In Italia esistono programmi di ospedalizzazione domiciliare anche in altre aziende ospedaliere (come del resto previsto dal servizio sanitario nazionale), tuttavia non strutturati trasversalmente come a Torino in termini di patologie trattate ed età del paziente. Marinello spiega trattarsi piuttosto di realtà organizzate per tipo di patologia che nascono con gruppi di pazienti omogenei (frequentemente malattie oncologiche ed ematologiche). In Veneto ad esempio, spiega Giuseppe Lobascio medico di medicina generale, è prevista l’ospedalizzazione a domicilio in caso di insufficienza respiratoria cronica in ossigenoterapia. 

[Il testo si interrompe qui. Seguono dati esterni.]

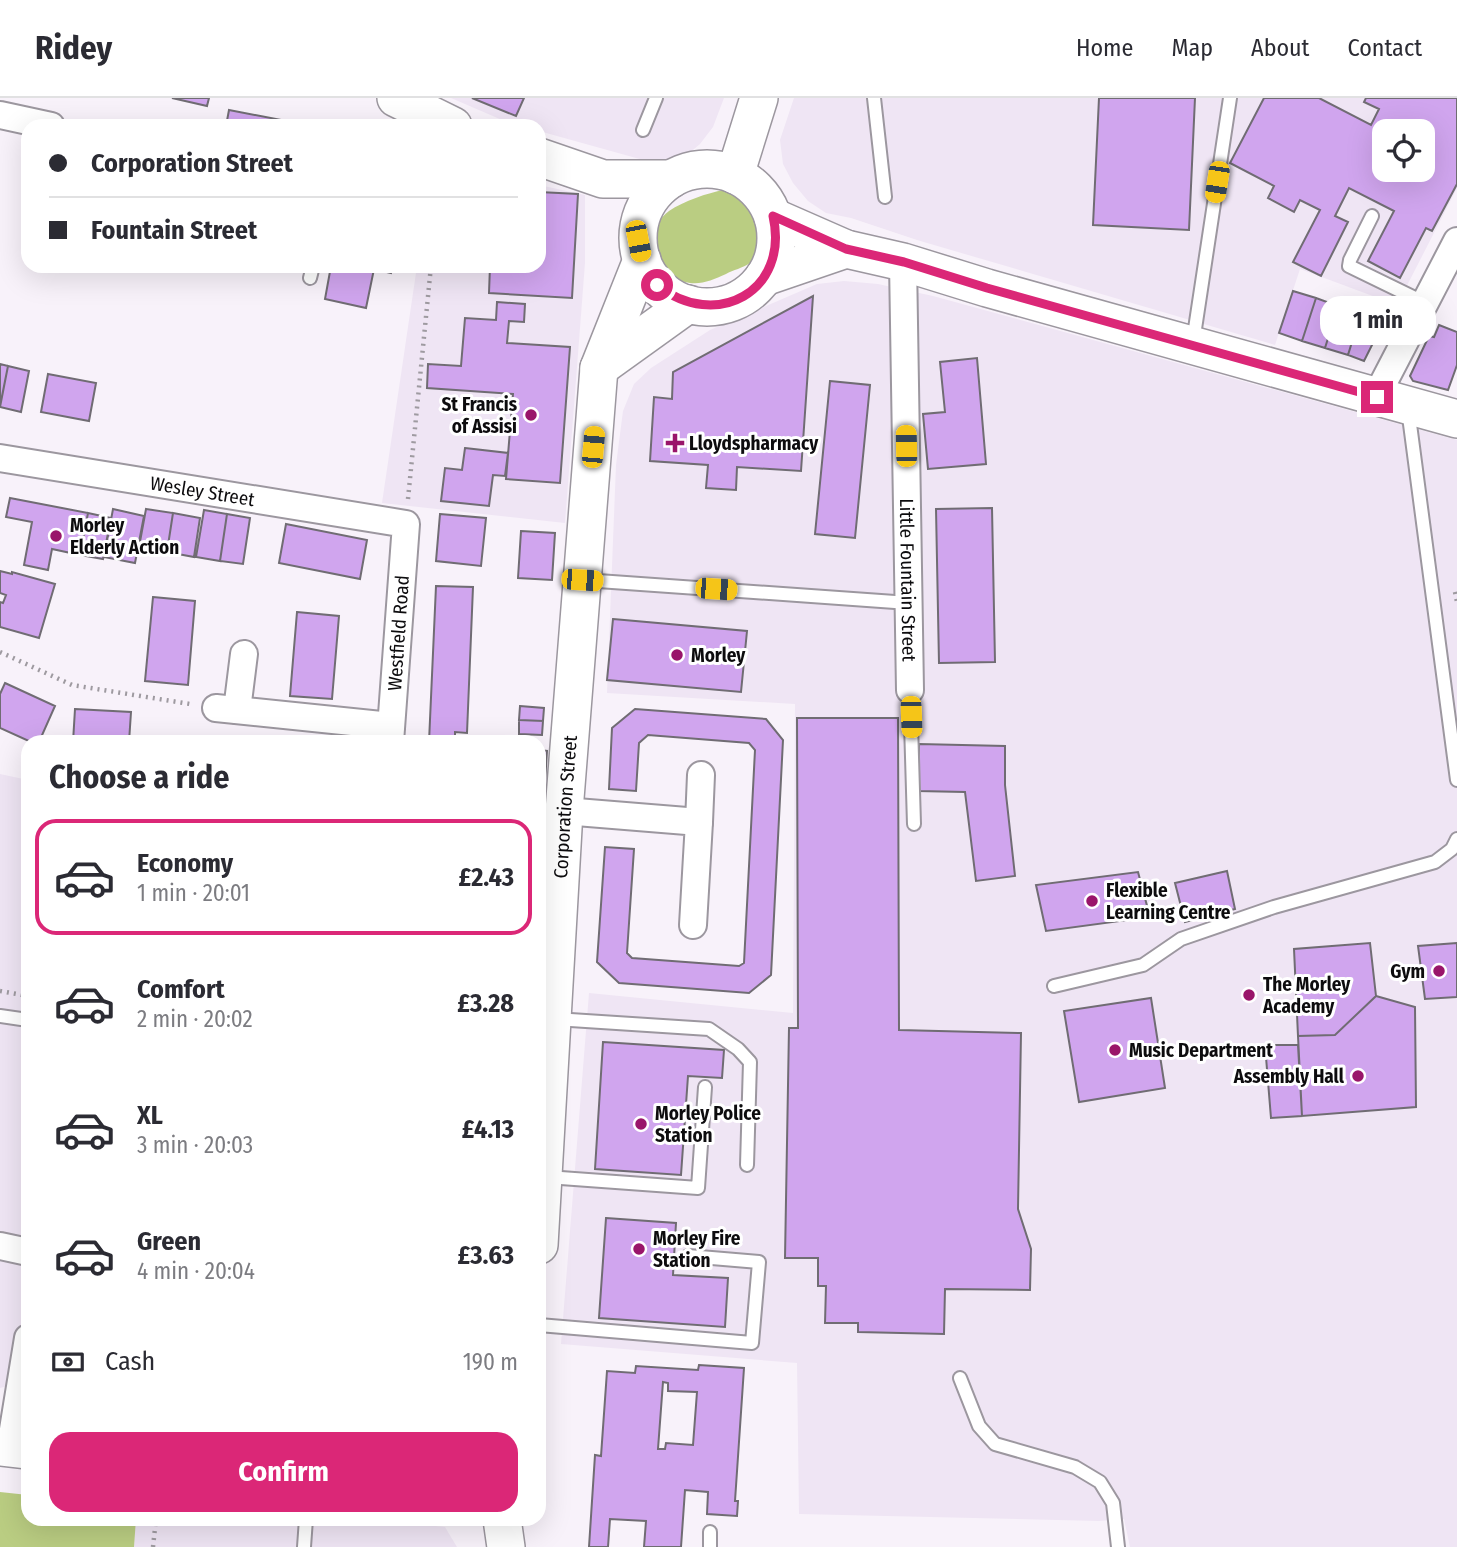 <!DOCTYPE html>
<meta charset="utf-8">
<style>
:root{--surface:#fff;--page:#f2f2f3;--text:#2b2b33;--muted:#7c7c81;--line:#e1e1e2;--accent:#db2777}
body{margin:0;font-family:"Fira Sans Condensed",sans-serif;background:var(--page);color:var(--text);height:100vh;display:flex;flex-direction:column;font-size:26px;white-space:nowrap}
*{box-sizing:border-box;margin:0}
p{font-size:23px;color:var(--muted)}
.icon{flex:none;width:38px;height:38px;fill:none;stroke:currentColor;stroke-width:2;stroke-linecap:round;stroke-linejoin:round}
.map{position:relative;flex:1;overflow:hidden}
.side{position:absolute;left:21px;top:637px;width:525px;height:791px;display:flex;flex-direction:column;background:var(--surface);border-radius:21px;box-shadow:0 7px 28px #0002}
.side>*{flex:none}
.guide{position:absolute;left:21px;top:21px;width:525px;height:154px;border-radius:21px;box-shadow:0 7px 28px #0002;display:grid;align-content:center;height:154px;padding:0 28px;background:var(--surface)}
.buttons{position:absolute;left:1372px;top:21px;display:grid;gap:14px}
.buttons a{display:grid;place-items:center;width:63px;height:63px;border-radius:14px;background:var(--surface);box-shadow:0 7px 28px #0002;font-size:35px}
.end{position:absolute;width:32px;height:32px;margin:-16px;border:9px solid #db2777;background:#fff;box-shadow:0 0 0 4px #fff}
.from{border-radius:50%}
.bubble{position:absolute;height:49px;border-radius:21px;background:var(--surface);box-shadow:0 7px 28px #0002;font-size:23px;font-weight:700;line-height:49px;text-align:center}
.car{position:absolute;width:21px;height:42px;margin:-21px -10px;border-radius:9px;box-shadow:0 0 5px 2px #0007;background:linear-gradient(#f5c518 24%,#345 0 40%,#f5c518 0 76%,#345 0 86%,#f5c518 0)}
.guide b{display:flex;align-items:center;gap:24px;height:66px;font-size:26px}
.guide b+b{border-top:2px solid var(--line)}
.guide i{width:18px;height:18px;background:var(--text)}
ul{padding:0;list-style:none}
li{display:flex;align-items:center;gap:21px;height:116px;margin:0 14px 10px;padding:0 14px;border:4px solid transparent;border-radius:21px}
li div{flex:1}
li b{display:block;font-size:26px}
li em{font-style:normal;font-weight:700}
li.on{border-color:var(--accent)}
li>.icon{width:63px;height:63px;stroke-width:1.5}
h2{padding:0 28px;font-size:32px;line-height:84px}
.pay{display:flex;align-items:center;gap:18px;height:77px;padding:0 28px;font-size:26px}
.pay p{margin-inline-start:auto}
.action{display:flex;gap:14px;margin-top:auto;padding:14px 28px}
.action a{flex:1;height:80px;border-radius:21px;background:var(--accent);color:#fff;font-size:28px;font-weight:700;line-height:80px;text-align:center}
header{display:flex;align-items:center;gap:42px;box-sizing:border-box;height:98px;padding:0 35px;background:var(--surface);border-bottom:2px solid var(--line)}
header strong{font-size:33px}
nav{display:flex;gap:38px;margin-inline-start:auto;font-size:24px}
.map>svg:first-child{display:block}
.built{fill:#efe5f4;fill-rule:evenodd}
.green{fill:#bacd82}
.building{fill:#d0a5ee;stroke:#706c73;stroke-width:2;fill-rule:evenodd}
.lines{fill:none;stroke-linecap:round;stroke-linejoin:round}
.lane-casing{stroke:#9c979f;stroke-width:16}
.street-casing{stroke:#9c979f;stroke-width:30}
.secondary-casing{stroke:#9c979f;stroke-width:40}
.path{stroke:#9e9aa0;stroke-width:4.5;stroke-dasharray:2 5;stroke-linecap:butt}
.lane{stroke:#fff;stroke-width:12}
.street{stroke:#fff;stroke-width:26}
.secondary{stroke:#fff;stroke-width:37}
.route{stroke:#db2777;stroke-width:9}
.poi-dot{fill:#99156a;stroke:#fff;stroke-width:2.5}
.labels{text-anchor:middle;stroke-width:6;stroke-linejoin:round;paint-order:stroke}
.poi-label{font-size:19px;font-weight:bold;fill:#0d0c0e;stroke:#fff;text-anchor:start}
.street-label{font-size:19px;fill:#0d0c0e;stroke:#fff}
</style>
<header>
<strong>Ridey</strong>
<nav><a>Home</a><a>Map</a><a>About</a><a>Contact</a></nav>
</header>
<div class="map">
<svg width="1457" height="1449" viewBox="0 0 1457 1449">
<rect width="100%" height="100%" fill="#f8f2fa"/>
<!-- built -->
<path class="built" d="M451,0H724L713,29L700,46L687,57L672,63L654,65L539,33V28H519L509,25Z
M794,0H1457V90L1397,207L1300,171L1275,247L917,142L851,120L826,115L808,103L793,85L783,66L780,42ZM1384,33H1423V72H1384Z
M539,87L585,97V165L565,425L382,405L417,168H539Z
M844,183L878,186L933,198L1457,342V1449H1130L1124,1421L1099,1423L799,1416L797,1265L561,1246L589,895L793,915L795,606L607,595L616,367L623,313L634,286L651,270L710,232L817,186Z
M0,676L28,682V1285L21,1284L0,1290Z
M136,1421H370L445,1429L457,1449H134Z"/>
<!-- green -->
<path class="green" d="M724,92C733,93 741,95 749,100C769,115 772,149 750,165C743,170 733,172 726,176C712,182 700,188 685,184C654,177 642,133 669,113C684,103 707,95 724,92Z
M0,1394L28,1397V1421H136L134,1449H0Z"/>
<!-- building -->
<path class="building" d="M172,0H209L207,8Z
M472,0H524L516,18Z
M1099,0H1195L1189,132L1093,127Z
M1264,0H1319L1371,27L1379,11L1364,4L1366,0H1457V86L1432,133L1426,130L1400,180L1368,163L1394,113L1349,90L1335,118L1348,124L1321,178L1293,164L1320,112L1300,102L1294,114L1268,100L1274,88L1230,65ZM1384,33H1423V72H1384Z
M229,12L307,27L226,28Z
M539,94L578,96L572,200L489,195L490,168H539Z
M331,168H393L391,175L374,171L366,210L325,201Z
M1293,193L1316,200L1302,243L1279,235Z
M813,198L801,373L737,369L736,392L706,390L708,367L650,363L654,299L672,301L673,274Z
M1316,200L1338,208L1325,250L1302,243Z
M497,204L525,206L524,224L509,223L507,245L570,249L560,385L506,381L513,296L427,290L428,266L461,268L465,220L496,222Z
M1338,208L1361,215L1348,257L1325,250Z
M1361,215L1384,223L1364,263L1348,257Z
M1439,227L1457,234V267L1448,292L1413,283L1410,278L1429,238L1434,239Z
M977,260L986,366L928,371L923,316L945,314L940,264Z
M0,266L8,268L0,308Z
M8,268L29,273L21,314L0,309Z
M48,276L96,285L89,323L41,314Z
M830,283L870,287L855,440L815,436Z
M465,350L508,355L505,378L493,377L489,408L441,403L445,370L462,372Z
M10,400L88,415L80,457L52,451L48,472L24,467L32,424L6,419Z
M992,410L995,564L939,565L936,411Z
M113,411L144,418L135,465L104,459Z
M146,411L173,415L167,454L139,449Z
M204,412L227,416L220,463L196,459Z
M88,415L111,420L103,461L80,457Z
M173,415L200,420L194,459L167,454Z
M227,416L250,420L243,466L220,463Z
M440,416L486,420L481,468L436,463Z
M286,426L367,442L360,481L279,465Z
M521,433L555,435L552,482L518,480Z
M0,473L12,476V474L55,486L39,540L0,529V504L3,505L6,497L0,495Z
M436,488L473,489L467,635L455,634V644H429Z
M153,499L195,503L188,587L145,583Z
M297,514L339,518L332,601L290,598Z
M613,521L747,533L741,594L607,582Z
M5,585L55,608L39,644H31L0,630V596Z
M520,608L544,610L543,623L519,622Z
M75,611L131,614L129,644H73Z
M635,611L766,621L783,642L771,877L749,895L619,885L597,864L605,749L634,751L627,855L632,860L739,868L744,865L755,652L749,645L648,637L639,645L636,693L609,691L612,630Z
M797,620H898L899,932L1021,935L1018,1111L1031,1151L1030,1192L945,1191L944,1236L858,1234V1225H825L826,1188H818V1160H785L789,930H798Z
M519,622L543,623L542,637L519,636Z
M919,646L1005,648V687L1015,778L976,783L965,694L918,693Z
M539,652L547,653L544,699H539Z
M1227,773L1235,811L1185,824L1175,785Z
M1138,774L1150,819L1046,833L1036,787Z
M1370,845L1376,898L1335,937L1298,938L1294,851Z
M1457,845V899L1425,901L1418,848Z
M1376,898L1415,909L1416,1009L1302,1018L1298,938L1335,937Z
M1151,900L1165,990L1079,1004L1064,913Z
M603,944L724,952L722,980L688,978L681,1077L595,1071Z
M1265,947H1298L1302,1018L1271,1020Z
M606,1120L676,1125L673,1177L728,1180L725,1229L599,1220Z
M699,1267L744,1270L735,1403H738L737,1418L707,1416L708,1394L685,1392L681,1449H644L646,1423L610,1421L608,1449H589L595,1357L601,1358L607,1273L635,1275L636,1268L698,1272ZM663,1284L668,1285V1293L697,1294L693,1347L666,1345L665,1351H658Z"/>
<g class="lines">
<defs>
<path id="lane" d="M874,0L885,99
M643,32L656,0
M1372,118L1350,162L1349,168L1425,205
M310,180L313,168
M1193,244L1230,0
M1408,311L1457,682
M584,482L909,505
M910,592L914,726
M1054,888L1143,867L1181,841L1274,809L1435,764L1452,751L1457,741
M0,918L28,922
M555,921L709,931L738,951L750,964L747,1067
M547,1079L698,1090L705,989
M539,1227L752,1245L759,1164L688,1158
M960,1280L979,1328L995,1346L1075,1369L1100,1384L1113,1405L1118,1449
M304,1449L306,1421
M710,1449V1434"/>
<g id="street">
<path d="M0,17L51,28"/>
<path id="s1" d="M903,164L910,592"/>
<path d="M1376,299L1457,143"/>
<path id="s2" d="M0,360L406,426L390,644"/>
<path d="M216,610L391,628"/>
<path d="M237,612L244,556"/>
<path d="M564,713L699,724L693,827"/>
<path d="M699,724L701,677"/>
<path d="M0,1148L28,1154"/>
<path d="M10,1350L28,1240"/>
</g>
<g id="secondary">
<path d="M396,0L453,28"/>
<path d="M539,59L603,81H671"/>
<circle cx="707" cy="140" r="69"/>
<path d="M735,77L759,0"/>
<path d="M773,119L846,151L903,164L987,190L1457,321"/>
<path d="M764,179L846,151"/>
<path d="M599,270L688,206"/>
<path id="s3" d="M539,1147L564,713L599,270L642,162"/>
<path d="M0,1349L28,1352"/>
<path d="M502,1421L506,1449"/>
</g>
</defs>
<!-- lane casing -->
<use href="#lane" class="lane-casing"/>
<!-- street casing -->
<use href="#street" class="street-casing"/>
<!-- secondary casing -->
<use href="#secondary" class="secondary-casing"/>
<!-- path -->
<path class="path" d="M408,401L431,168
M1455,494L1457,504
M0,554L72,587L190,606
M0,893L28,898
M153,1449L156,1421"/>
<!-- lane -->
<use href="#lane" class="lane"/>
<!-- street -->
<use href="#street" class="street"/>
<!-- secondary -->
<use href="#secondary" class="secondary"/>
</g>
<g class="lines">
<!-- route -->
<path class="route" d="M657,187C716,234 790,193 773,118L846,151L904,164L987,190L1377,299"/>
</g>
<!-- markers -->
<g class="poi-dot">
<circle cx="531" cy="317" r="7"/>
<path d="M671.5 334.5h7v7h7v7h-7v7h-7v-7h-7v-7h7z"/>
<circle cx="56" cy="438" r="7"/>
<circle cx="677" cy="557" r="7"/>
<circle cx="1092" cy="803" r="7"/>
<circle cx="1439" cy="873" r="7"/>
<circle cx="1249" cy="897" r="7"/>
<circle cx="1115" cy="952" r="7"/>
<circle cx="1358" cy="978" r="7"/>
<circle cx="641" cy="1026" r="7"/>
<circle cx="639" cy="1151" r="7"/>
</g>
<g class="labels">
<!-- poi labels -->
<g class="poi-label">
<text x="517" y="313" text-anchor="end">St Francis<tspan x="517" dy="22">of Assisi</tspan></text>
<text x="689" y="352">Lloydspharmacy</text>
<text x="70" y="434">Morley<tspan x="70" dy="22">Elderly Action</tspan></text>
<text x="691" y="564">Morley</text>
<text x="1106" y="799">Flexible<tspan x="1106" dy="22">Learning Centre</tspan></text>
<text x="1425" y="880" text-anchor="end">Gym</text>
<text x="1263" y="893">The Morley<tspan x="1263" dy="22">Academy</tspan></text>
<text x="1129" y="959">Music Department</text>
<text x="1344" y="985" text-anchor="end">Assembly Hall</text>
<text x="655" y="1022">Morley Police<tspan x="655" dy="22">Station</tspan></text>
<text x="653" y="1147">Morley Fire<tspan x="653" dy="22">Station</tspan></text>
</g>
<!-- street labels -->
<g class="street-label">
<text dy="7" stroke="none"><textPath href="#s2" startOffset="205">Wesley Street</textPath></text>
<text dy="7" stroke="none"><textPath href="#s1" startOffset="318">Little Fountain Street</textPath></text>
<text transform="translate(398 535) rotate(-86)" y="7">Westfield Road</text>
<text dy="7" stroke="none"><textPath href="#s3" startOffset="439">Corporation Street</textPath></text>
</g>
</g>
</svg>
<div class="buttons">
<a><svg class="icon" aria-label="locate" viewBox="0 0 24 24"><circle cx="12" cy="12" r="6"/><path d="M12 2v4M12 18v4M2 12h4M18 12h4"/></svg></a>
</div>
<i class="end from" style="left:657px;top:187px"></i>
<i class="end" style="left:1377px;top:299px"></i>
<div class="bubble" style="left:1320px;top:198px;width:116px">1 min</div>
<i class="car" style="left:1217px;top:84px;rotate:189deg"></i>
<i class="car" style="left:638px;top:143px;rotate:169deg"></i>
<i class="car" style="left:906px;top:348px;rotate:359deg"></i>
<i class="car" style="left:593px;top:349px;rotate:5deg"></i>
<i class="car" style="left:582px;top:482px;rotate:94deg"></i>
<i class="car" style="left:716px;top:491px;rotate:94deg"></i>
<i class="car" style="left:911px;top:619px;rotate:178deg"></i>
<div class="guide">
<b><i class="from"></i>Corporation Street</b>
<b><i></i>Fountain Street</b>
</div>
<section class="side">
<h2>Choose a ride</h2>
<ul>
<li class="on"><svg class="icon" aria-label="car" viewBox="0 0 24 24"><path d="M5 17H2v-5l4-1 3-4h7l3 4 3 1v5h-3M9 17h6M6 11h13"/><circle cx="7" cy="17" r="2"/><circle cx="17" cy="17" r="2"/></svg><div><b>Economy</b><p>1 min · 20:01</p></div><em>£2.43</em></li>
<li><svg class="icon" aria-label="car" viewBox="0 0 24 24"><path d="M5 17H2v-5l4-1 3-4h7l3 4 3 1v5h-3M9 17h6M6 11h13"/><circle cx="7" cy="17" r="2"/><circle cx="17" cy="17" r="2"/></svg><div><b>Comfort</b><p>2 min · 20:02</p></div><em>£3.28</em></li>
<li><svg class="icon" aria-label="car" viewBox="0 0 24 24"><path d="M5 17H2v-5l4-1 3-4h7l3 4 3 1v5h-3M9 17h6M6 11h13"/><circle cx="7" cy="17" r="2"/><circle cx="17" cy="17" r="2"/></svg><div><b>XL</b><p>3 min · 20:03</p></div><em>£4.13</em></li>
<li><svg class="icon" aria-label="car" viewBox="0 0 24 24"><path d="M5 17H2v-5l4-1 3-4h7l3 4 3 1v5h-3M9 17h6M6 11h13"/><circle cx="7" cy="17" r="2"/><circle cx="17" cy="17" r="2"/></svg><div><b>Green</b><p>4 min · 20:04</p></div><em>£3.63</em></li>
</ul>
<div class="pay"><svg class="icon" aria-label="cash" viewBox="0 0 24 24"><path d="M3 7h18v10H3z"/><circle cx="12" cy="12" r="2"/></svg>Cash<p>190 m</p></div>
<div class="action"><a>Confirm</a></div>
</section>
</div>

Accanto all’ospedalizzazione a domicilio esistono poi altre possibilità più consolidate per poter essere curati a casa propria, a seconda delle necessità del paziente e del livello di complessità e durata dell’intervento sanitario. L’“assistenza domiciliare programmata”, ad esempio, prevede l’erogazione di prestazioni sanitarie mediche, infermieristiche o riabilitative occasionali in pazienti incapaci di camminare o con gravi limiti funzionali. Oppure si può far ricorso a programmi di “assistenza domiciliare integrata” soprattutto in presenza di pazienti non autosufficienti, malati terminali o con patologie invalidanti, un “insieme integrato di trattamenti sanitari e sociosanitari” stabiliti in modo coordinato e continuativo nel tempo sulla base di un progetto di assistenza individuale. In questo caso è il distretto socio-sanitario ad approvare l’intervento e il medico di base che ha in carico il paziente ad avere la responsabilità assistenziale.